**THE TASK:** What lines of the listing below contain the word "相原大山線"? Copy each of them out.

**EXERCISE MATERIALS:**

::::::::::

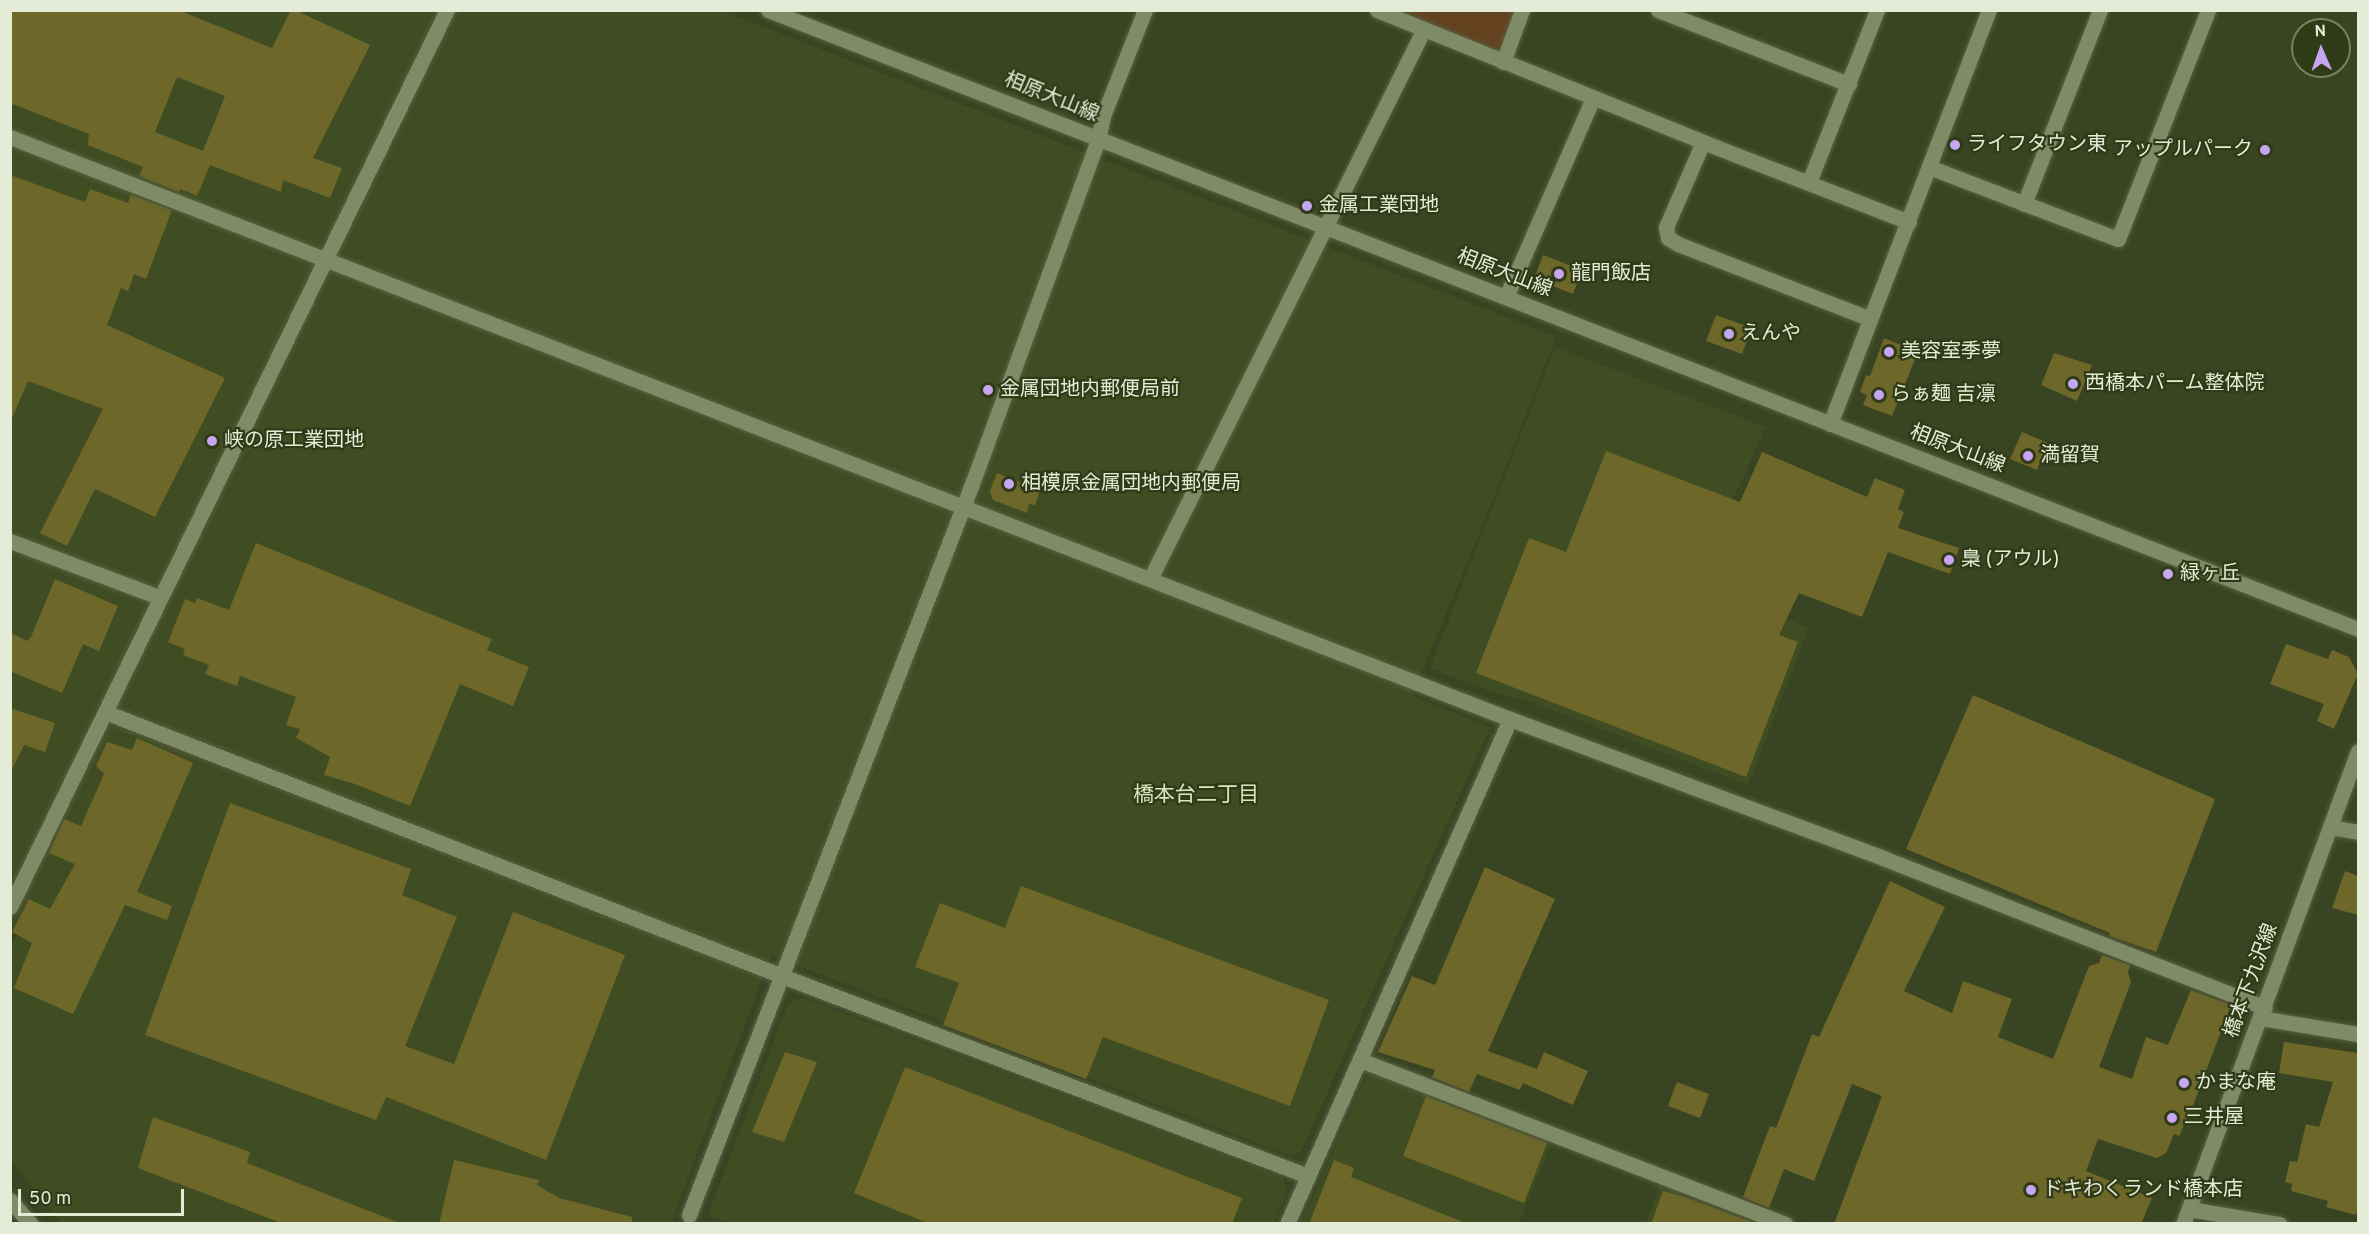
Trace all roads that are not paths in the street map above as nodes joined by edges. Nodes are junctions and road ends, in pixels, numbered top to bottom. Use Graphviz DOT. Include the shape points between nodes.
graph roads {
  1 [pos="447,10"];
  2 [pos="768,10"];
  3 [pos="1145,10"];
  4 [pos="1377,10"];
  5 [pos="1522,10"];
  6 [pos="1658,10"];
  7 [pos="1877,10"];
  8 [pos="1989,10"];
  9 [pos="2100,10"];
  10 [pos="2208,10"];
  11 [pos="1424,29"];
  12 [pos="1503,62"];
  13 [pos="1849,84"];
  14 [pos="1593,98"];
  15 [pos="10,137"];
  16 [pos="1098,140"];
  17 [pos="1703,142"];
  18 [pos="1929,167"];
  19 [pos="1809,182"];
  20 [pos="2025,204"];
  21 [pos="1909,222"];
  22 [pos="1324,228"];
  23 [pos="325,257"];
  24 [pos="1506,297"];
  25 [pos="1870,319"];
  26 [pos="1830,424"];
  27 [pos="961,506"];
  28 [pos="10,541"];
  29 [pos="1150,579"];
  30 [pos="159,597"];
  31 [pos="2358,629"];
  32 [pos="105,712"];
  33 [pos="1510,719"];
  34 [pos="2358,751"];
  35 [pos="2330,827"];
  36 [pos="2358,832"];
  37 [pos="10,907"];
  38 [pos="782,976"];
  39 [pos="2263,1013"];
  40 [pos="2358,1034"];
  41 [pos="1360,1060"];
  42 [pos="1308,1176"];
  43 [pos="10,1200"];
  44 [pos="689,1215"];
  45 [pos="2186,1216"];
  46 [pos="1762,1220"];
  47 [pos="31,1224"];
  48 [pos="1287,1224"];
  49 [pos="1785,1224"];
  50 [pos="2280,1224"];
  1 -- 23 [label="street"];
  2 -- 16 [label="street, 相原大山線"];
  3 -- 16 [label="street" via="1102,116"];
  4 -- 11 [label="street"];
  5 -- 12 [label="street"];
  6 -- 13 [label="street"];
  7 -- 13 [label="street"];
  8 -- 18 [label="street"];
  9 -- 20 [label="street"];
  10 -- 20 [label="street" via="2118,239"];
  11 -- 12 [label="street"];
  11 -- 22 [label="street"];
  12 -- 14 [label="street"];
  13 -- 19 [label="street"];
  14 -- 17 [label="street"];
  14 -- 24 [label="street"];
  15 -- 23 [label="street"];
  16 -- 22 [label="street, 相原大山線"];
  16 -- 27 [label="street"];
  17 -- 19 [label="street"];
  17 -- 25 [label="street" via="1666,227 1668,238"];
  18 -- 20 [label="street"];
  18 -- 21 [label="street"];
  19 -- 21 [label="street"];
  21 -- 25 [label="street"];
  22 -- 24 [label="street, 相原大山線"];
  22 -- 29 [label="street"];
  23 -- 27 [label="street"];
  23 -- 30 [label="street"];
  24 -- 26 [label="street, 相原大山線"];
  25 -- 26 [label="street"];
  26 -- 31 [label="street, 相原大山線"];
  27 -- 29 [label="street"];
  27 -- 38 [label="street"];
  28 -- 30 [label="street"];
  29 -- 33 [label="street"];
  30 -- 32 [label="street"];
  32 -- 37 [label="street"];
  32 -- 38 [label="street"];
  33 -- 39 [label="street" via="1883,858"];
  33 -- 41 [label="street"];
  34 -- 35 [label="street, 橋本下九沢線"];
  35 -- 36 [label="street"];
  35 -- 39 [label="street, 橋本下九沢線"];
  38 -- 42 [label="street"];
  38 -- 44 [label="street"];
  39 -- 40 [label="street"];
  39 -- 45 [label="street, 橋本下九沢線"];
  41 -- 42 [label="street"];
  41 -- 46 [label="street"];
  42 -- 48 [label="street"];
  43 -- 47 [label="street"];
  45 -- 50 [label="street"];
  46 -- 49 [label="street"];
}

::::::::::

**REPLY:**
  2 -- 16 [label="street, 相原大山線"];
  16 -- 22 [label="street, 相原大山線"];
  22 -- 24 [label="street, 相原大山線"];
  24 -- 26 [label="street, 相原大山線"];
  26 -- 31 [label="street, 相原大山線"];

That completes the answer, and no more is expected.